[Your goal]
Copy each line of the listing below where the word "Гоце" turns up.

[Source material]
● ● ● ● ●

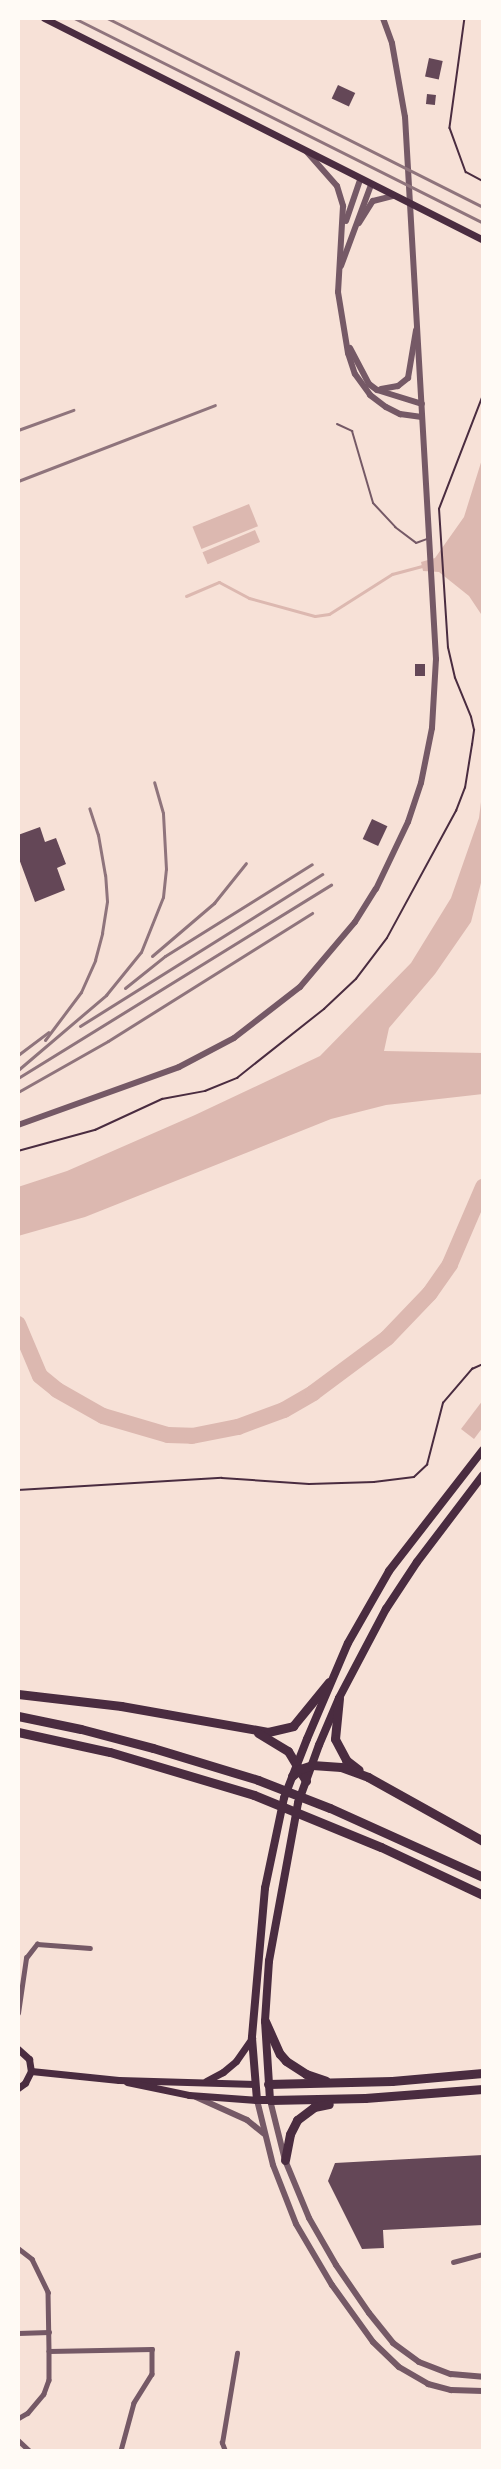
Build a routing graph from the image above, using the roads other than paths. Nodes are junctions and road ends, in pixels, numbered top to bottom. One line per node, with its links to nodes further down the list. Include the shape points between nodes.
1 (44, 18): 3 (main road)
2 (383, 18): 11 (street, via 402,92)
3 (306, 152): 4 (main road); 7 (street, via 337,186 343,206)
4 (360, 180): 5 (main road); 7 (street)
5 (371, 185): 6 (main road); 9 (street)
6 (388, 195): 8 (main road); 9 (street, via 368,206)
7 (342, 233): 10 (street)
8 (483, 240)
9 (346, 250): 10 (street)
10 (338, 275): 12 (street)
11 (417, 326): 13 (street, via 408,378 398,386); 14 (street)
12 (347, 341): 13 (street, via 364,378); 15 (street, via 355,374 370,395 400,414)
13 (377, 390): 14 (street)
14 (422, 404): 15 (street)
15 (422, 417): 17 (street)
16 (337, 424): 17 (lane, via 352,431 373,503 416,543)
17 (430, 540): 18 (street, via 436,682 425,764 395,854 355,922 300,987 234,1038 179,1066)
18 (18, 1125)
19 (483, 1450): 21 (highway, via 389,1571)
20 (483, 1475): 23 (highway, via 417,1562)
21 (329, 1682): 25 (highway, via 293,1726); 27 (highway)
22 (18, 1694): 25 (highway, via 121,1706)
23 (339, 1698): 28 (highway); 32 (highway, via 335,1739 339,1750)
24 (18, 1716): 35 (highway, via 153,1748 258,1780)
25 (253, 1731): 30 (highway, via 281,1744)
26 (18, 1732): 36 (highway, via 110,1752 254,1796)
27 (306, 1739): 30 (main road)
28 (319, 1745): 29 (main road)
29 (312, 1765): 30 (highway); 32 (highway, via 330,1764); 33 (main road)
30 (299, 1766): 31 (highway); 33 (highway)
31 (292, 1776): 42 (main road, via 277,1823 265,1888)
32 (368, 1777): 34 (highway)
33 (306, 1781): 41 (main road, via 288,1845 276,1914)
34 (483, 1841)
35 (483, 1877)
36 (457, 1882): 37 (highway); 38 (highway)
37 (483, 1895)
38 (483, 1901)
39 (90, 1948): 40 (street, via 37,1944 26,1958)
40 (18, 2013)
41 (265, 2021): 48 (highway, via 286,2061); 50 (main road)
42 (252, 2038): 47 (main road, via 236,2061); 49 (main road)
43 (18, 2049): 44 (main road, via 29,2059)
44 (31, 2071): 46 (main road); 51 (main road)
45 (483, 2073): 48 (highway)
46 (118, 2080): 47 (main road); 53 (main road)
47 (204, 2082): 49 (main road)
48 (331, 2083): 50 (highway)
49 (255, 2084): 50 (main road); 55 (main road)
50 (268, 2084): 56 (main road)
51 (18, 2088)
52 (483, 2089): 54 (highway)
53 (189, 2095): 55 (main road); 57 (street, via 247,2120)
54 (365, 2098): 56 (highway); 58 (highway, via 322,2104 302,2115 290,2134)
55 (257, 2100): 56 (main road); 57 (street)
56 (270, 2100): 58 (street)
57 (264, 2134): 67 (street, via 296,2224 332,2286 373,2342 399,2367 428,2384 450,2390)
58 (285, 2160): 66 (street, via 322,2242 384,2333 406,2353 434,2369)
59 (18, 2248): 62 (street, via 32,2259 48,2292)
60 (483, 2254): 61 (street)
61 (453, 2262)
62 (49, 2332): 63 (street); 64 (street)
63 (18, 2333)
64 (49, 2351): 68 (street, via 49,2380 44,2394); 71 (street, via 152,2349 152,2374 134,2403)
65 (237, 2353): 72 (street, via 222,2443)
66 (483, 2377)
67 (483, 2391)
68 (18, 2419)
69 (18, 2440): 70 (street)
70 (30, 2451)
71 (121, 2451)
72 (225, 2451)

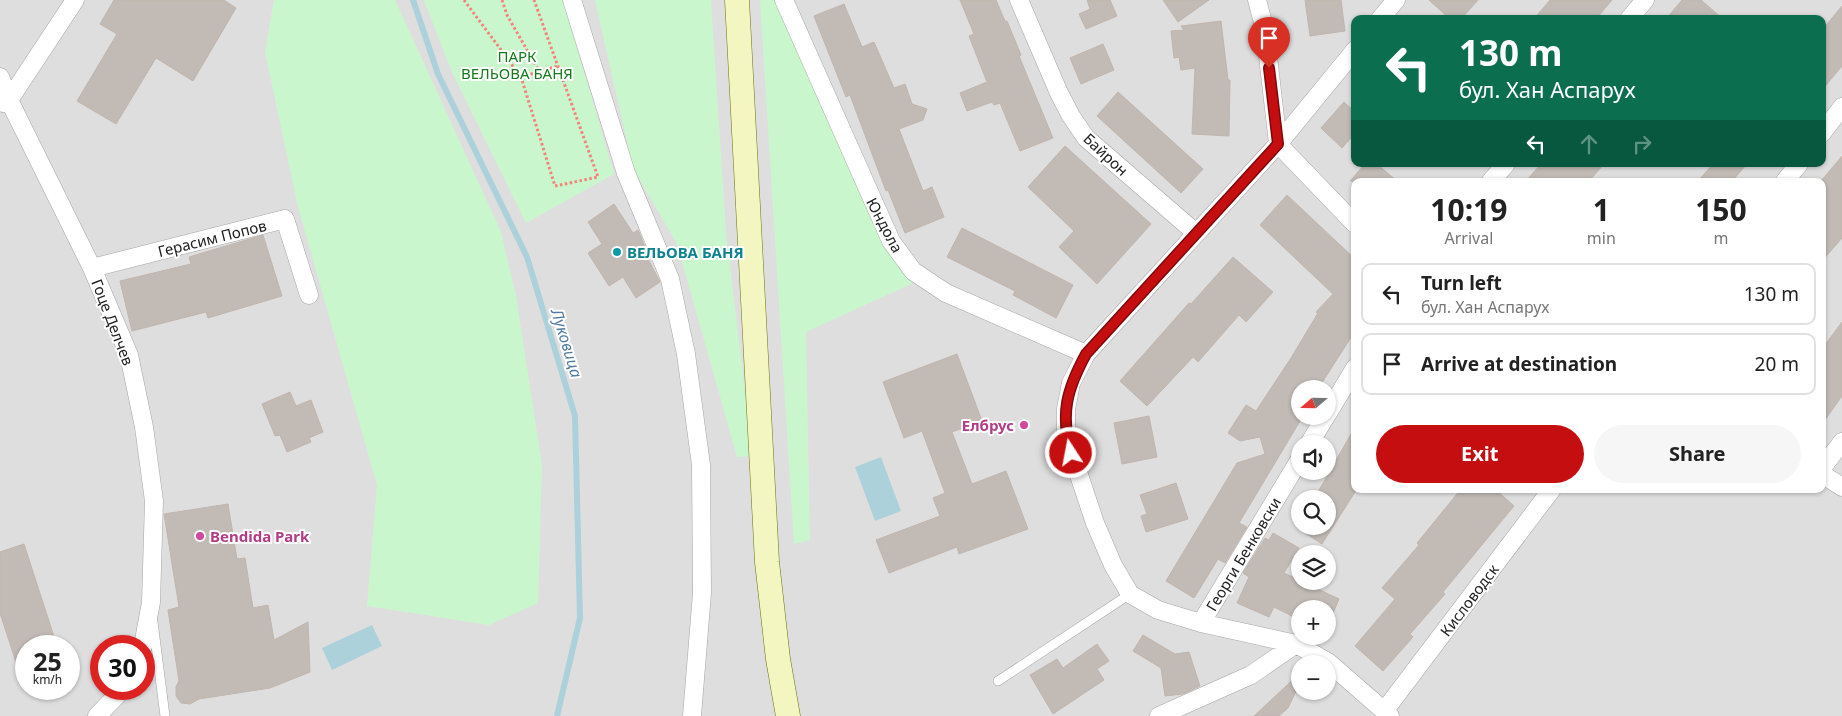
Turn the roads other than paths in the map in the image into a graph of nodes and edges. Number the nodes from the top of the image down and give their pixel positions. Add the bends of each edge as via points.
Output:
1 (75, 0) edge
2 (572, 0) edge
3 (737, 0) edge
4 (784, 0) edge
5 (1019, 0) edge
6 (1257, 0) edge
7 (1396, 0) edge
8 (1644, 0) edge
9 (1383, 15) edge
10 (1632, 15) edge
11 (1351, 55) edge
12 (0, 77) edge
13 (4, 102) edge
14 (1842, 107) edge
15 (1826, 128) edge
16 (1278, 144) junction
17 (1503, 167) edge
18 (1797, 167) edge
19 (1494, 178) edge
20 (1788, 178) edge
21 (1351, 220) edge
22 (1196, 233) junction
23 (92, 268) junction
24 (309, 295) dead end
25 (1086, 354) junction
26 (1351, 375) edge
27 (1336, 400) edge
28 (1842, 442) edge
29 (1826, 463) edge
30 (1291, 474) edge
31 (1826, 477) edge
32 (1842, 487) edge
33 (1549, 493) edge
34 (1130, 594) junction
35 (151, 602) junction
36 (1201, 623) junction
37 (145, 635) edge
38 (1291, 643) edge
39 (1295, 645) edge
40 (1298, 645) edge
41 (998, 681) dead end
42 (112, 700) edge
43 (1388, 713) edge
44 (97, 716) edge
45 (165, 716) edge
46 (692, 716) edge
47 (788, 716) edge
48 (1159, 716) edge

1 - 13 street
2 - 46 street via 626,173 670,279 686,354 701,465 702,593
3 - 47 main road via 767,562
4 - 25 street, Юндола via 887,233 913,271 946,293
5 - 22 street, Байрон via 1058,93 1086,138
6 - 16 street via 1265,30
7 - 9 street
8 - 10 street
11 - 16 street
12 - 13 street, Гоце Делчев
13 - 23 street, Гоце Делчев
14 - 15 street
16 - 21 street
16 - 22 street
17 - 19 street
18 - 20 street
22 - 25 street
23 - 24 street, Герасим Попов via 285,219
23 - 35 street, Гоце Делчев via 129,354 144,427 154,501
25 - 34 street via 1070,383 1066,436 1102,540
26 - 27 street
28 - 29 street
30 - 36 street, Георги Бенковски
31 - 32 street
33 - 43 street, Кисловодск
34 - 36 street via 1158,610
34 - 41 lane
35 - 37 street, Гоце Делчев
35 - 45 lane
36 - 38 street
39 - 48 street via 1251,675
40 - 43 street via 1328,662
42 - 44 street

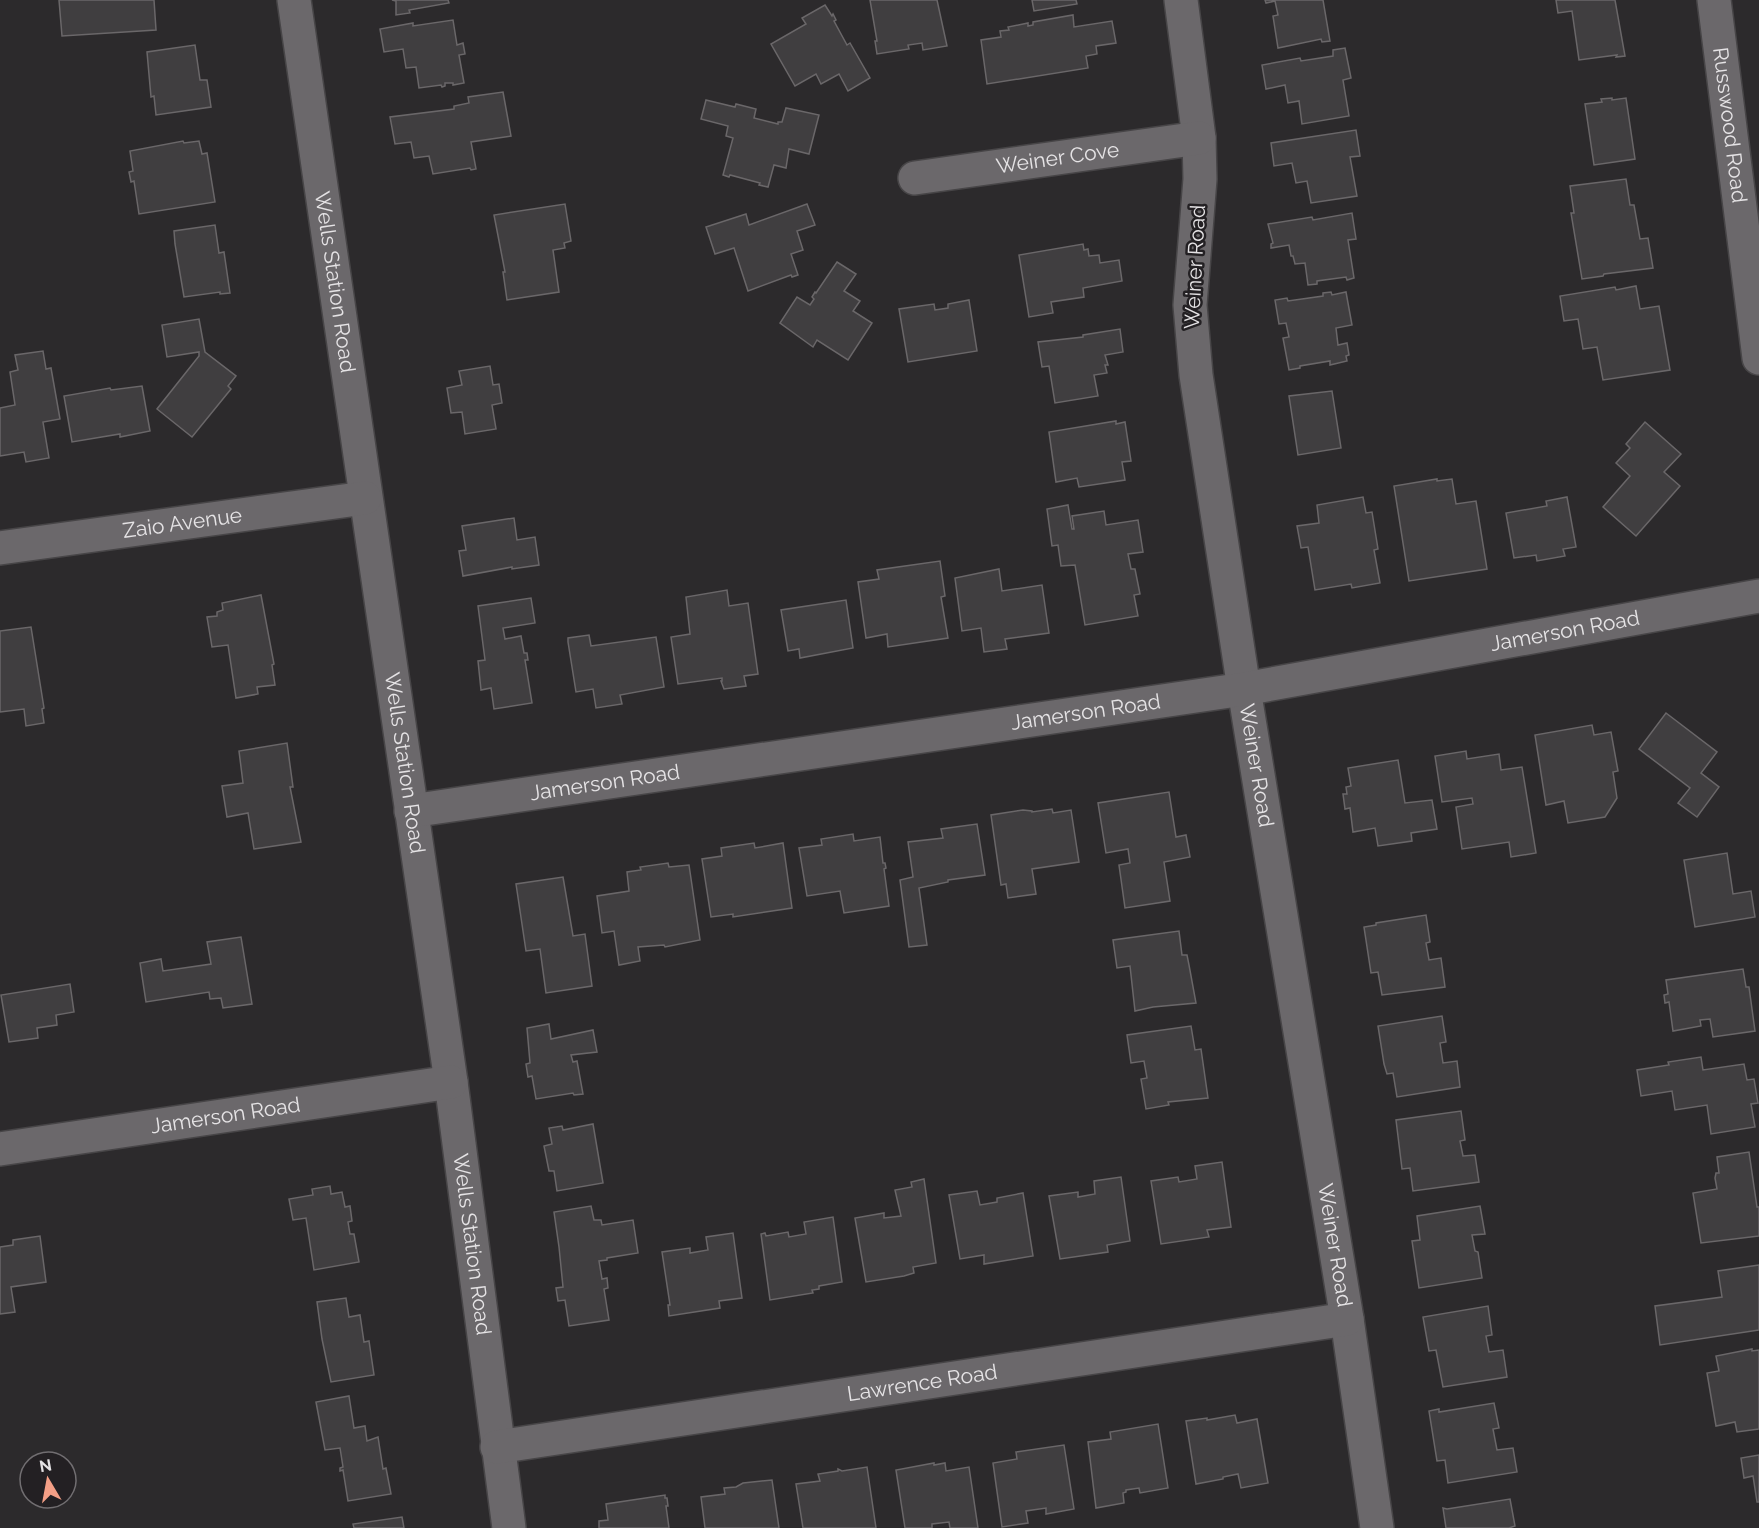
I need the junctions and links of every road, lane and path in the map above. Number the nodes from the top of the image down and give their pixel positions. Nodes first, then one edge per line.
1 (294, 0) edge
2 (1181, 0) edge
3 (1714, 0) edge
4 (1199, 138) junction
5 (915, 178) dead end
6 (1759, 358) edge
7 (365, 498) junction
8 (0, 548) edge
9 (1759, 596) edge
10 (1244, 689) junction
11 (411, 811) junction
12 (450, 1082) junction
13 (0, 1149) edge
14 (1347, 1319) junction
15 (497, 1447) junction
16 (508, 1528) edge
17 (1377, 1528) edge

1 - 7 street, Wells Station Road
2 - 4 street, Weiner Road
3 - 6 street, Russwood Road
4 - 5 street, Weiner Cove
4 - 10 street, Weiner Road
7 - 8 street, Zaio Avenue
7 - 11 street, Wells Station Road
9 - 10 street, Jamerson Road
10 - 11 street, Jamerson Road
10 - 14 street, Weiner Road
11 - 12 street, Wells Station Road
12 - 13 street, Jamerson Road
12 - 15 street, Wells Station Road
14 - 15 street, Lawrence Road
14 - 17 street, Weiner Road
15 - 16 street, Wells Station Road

● ● ● ● ●

[Your response]
12 - 13 street, Гоце Делчев
13 - 23 street, Гоце Делчев
23 - 35 street, Гоце Делчев via 129,354 144,427 154,501
35 - 37 street, Гоце Делчев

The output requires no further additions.